Um, no – but maybe I’ve just been unlucky.


So that’s the consultation – although it’s based and focused on primary care with a few nods towards other areas, I think it’s important that those who have experience in social care respond to. We need to make our voices heard in order to help the Department of Health understand what life is like for practitioners rather than leaving it to people who sit in rooms deciding to be ‘experts’ on policy without any understanding of the reality of the situation as it occurs.

‘Personalisation Falls Short’ 18/7/13 (8pm BST)

7 07 2013

The first article to discuss is available free here . It is called “Personalisation Falls Short” and was published by British Journal of Social Work 2012 (1-17).

It raises some of the issues of the discrepancies between the ideal and promise of ‘personalisation’ and the practical experiences.


The questions that we will consider is:-

What is ‘personalisation’”? Does the definition in the article work? What would we add/take away? Can we define personalisation in 2 tweets? (there’s a challenge!)

Does this article reflect people’s experiences in practice?

How does the ‘market’ or ‘quasi-market’ affect the practice of personalisation? Do you have any examples from practice (obviously with awareness of confidentiality)?  Where has it worked? Where has it ‘not worked’?

Is Personalisation doomed in a period of cuts? Where does the hope for change lie? How can we, as social workers, affect it?

Is there anything we can do from frontline practice to make ‘things better’?

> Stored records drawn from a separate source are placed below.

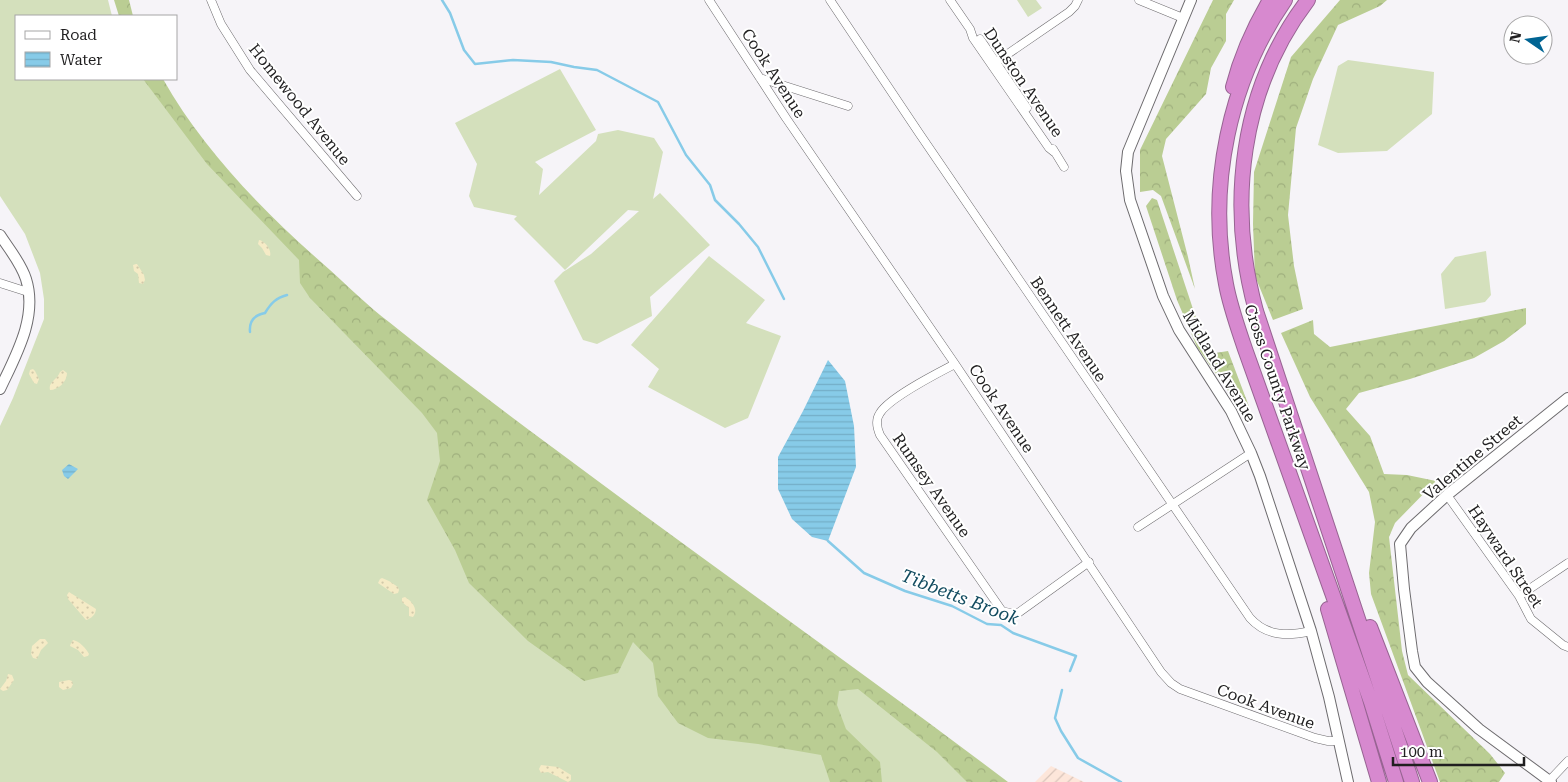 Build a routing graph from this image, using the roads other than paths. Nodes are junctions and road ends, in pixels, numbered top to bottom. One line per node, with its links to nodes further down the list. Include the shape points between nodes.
1 (211, 0): 19 (street, Homewood Avenue, via 221,24 250,70)
2 (709, 0): 14 (street, Cook Avenue)
3 (830, 0): 28 (street, Bennett Avenue)
4 (950, 0): 12 (street, Dunston Avenue)
5 (1078, 0): 13 (street, via 1068,12)
6 (1139, 0): 11 (street)
7 (1191, 0): 11 (street, Midland Avenue)
8 (1270, 0): 16 (highway, via 1238,68)
9 (1285, 0): 16 (highway, Cross County Parkway, via 1254,54)
10 (1308, 0): 33 (highway, Cross County Parkway, via 1273,56 1257,99 1243,170 1242,233 1245,265 1256,312)
11 (1183, 18): 26 (street, Midland Avenue, via 1131,143 1126,161 1126,181 1145,246 1171,313 1231,411)
12 (970, 29): 13 (street, Dunston Avenue, via 978,35); 17 (street, Dunston Avenue, via 992,66 1048,148)
13 (996, 62): 17 (street, Dunston Avenue)
14 (760, 78): 15 (street); 23 (street, Cook Avenue)
15 (848, 106)
16 (1230, 125): 30 (highway, Cross County Parkway, via 1221,173 1219,208 1226,284 1245,349)
17 (1054, 152): 18 (street, Dunston Avenue)
18 (1064, 167)
19 (358, 196)
20 (0, 235): 22 (street, via 26,279)
21 (0, 283): 22 (street)
22 (28, 292): 24 (street, via 27,326)
23 (955, 364): 31 (street, Cook Avenue); 31 (street, Rumsey Avenue, via 891,402 880,412 877,429 1002,611 1014,614)
24 (0, 389)
25 (1568, 398): 27 (street, Valentine Street)
26 (1251, 453): 28 (street); 35 (street, Midland Avenue)
27 (1447, 495): 34 (street, Hayward Street); 43 (street, Valentine Street, via 1411,528 1400,544 1415,667 1479,729)
28 (1172, 504): 29 (street); 35 (street, Bennett Avenue, via 1254,623 1276,634)
29 (1138, 527)
30 (1310, 533): 39 (highway, via 1324,597); 40 (highway, Cross County Parkway)
31 (1089, 562): 37 (street, Cook Avenue, via 1171,683 1315,738)
32 (1568, 563): 34 (street)
33 (1342, 568): 41 (highway, Cross County Parkway); 42 (highway, via 1373,633)
34 (1519, 596): 36 (street, Hayward Street, via 1531,619)
35 (1311, 631): 37 (street, Midland Avenue)
36 (1568, 647)
37 (1339, 741): 44 (street, Midland Avenue)
38 (1568, 761): 43 (street)
39 (1378, 779)
40 (1395, 779)
41 (1411, 779)
42 (1429, 779)
43 (1550, 781)
44 (1348, 782)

These are questions off the top of my head but if you have better ones or more interesting ones, add them in the comments. The week of the discussion, I’ll add some more thoughts about the article but go away and read and join me on the 18th July!

What is the Social Work Journal Club?

7 07 2013

I’ve been a social worker for well over a decade now and realise that we have to take responsibility for our own learning when we move away from the dusky, shimmering ivory towers of academia and move into practice.

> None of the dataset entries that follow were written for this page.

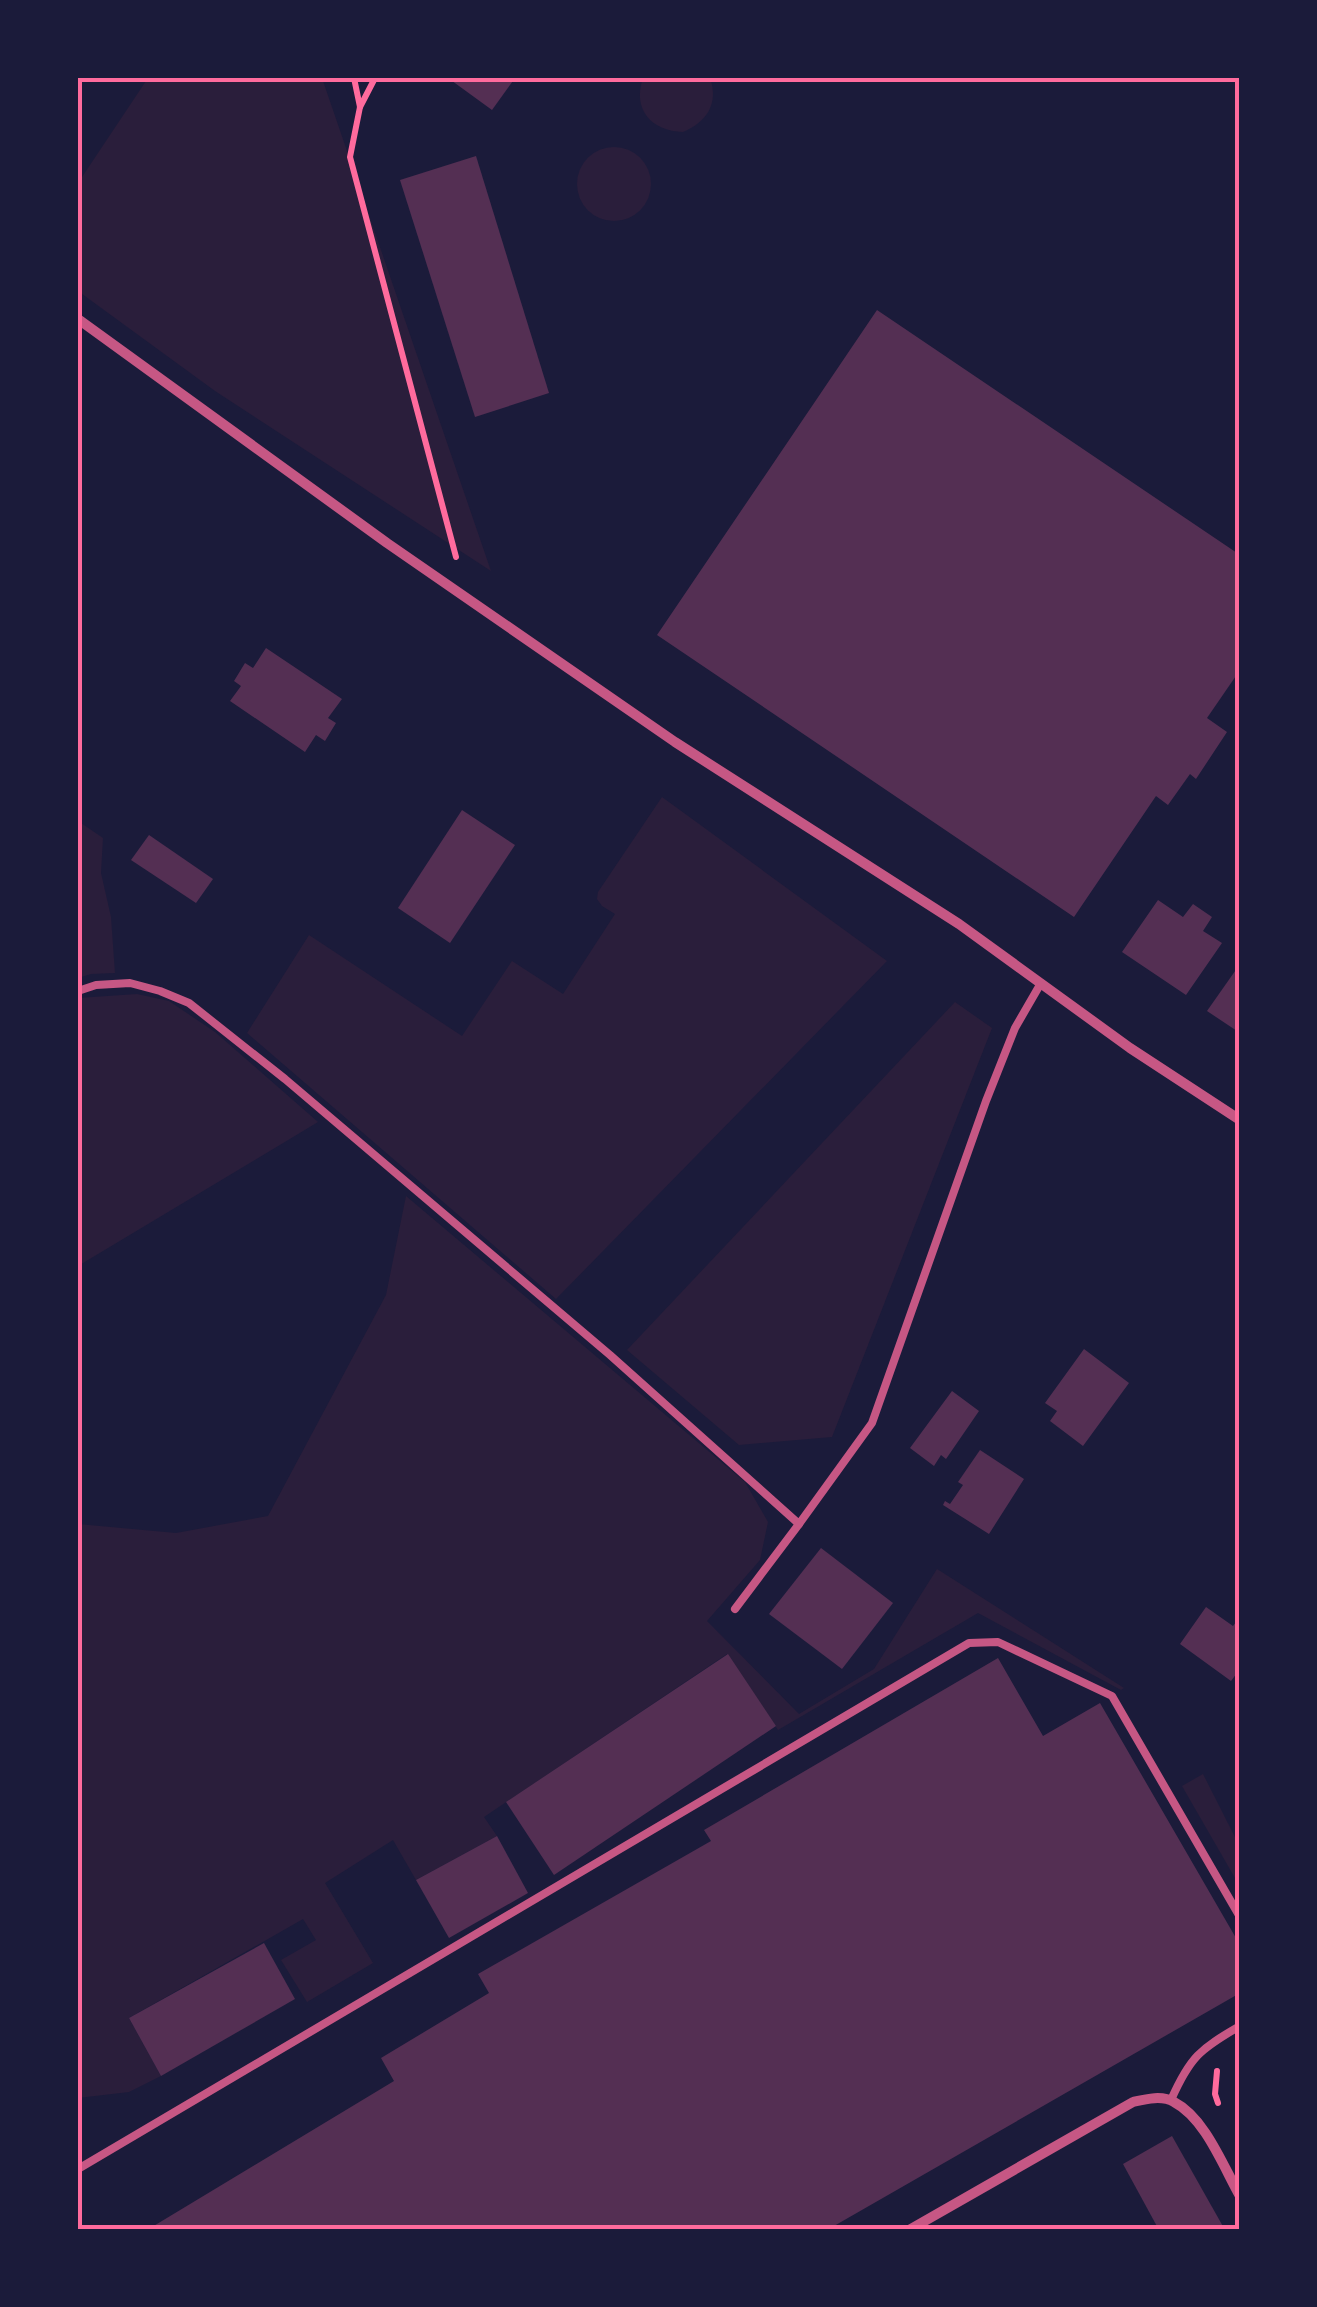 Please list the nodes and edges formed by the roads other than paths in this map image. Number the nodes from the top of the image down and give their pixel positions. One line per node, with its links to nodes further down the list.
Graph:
1 (78, 320): 2 (street)
2 (1041, 983): 4 (street); 5 (lane)
3 (78, 991): 5 (lane)
4 (1240, 1120)
5 (799, 1524): 6 (lane)
6 (734, 1609)
7 (1240, 1918): 10 (lane)
8 (1240, 2026): 9 (lane)
9 (1171, 2100): 11 (street); 12 (street)
10 (78, 2169)
11 (1240, 2196)
12 (908, 2230)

Social media, and particularly, blogs and twitter offer us new opportunities to converse and discuss issues as they affect us as practising social workers and social care professionals and people who use the services we provide and care for people who use the services we provide. We have so many more opportunities to learn from each other and our different perspectives that it seems a shame not to utilise this fully.

My idea, copying hideously from other similar chats, is to find an article with a social work/social care interest – it might be in an academic journal or a news article or a policy document and to shape a ‘club’ around discussing it, initially every fortnight but that will be decided if anyone else decides to join me!

I don’t want to ‘own’ this but will run the first couple of chats and use this blog to introduce the articles and write about them. Then I hope that it can be a ‘revolving’ choice in the style of a book club. I want to aim at inclusivity and am aware that the best ideas are ‘out there’ so please let me know what you think and if you have any thoughts and ideas for how it could work.

My only ‘rule’ regarding articles discussed is that they must be open access/free to everyone – not everyone has the luxury of Athens access so that’s a really important thing for me.

So that’s what it’s about. It might work – it might not work – but it’ll be a new journey for me and I hope some of you will be able to join me!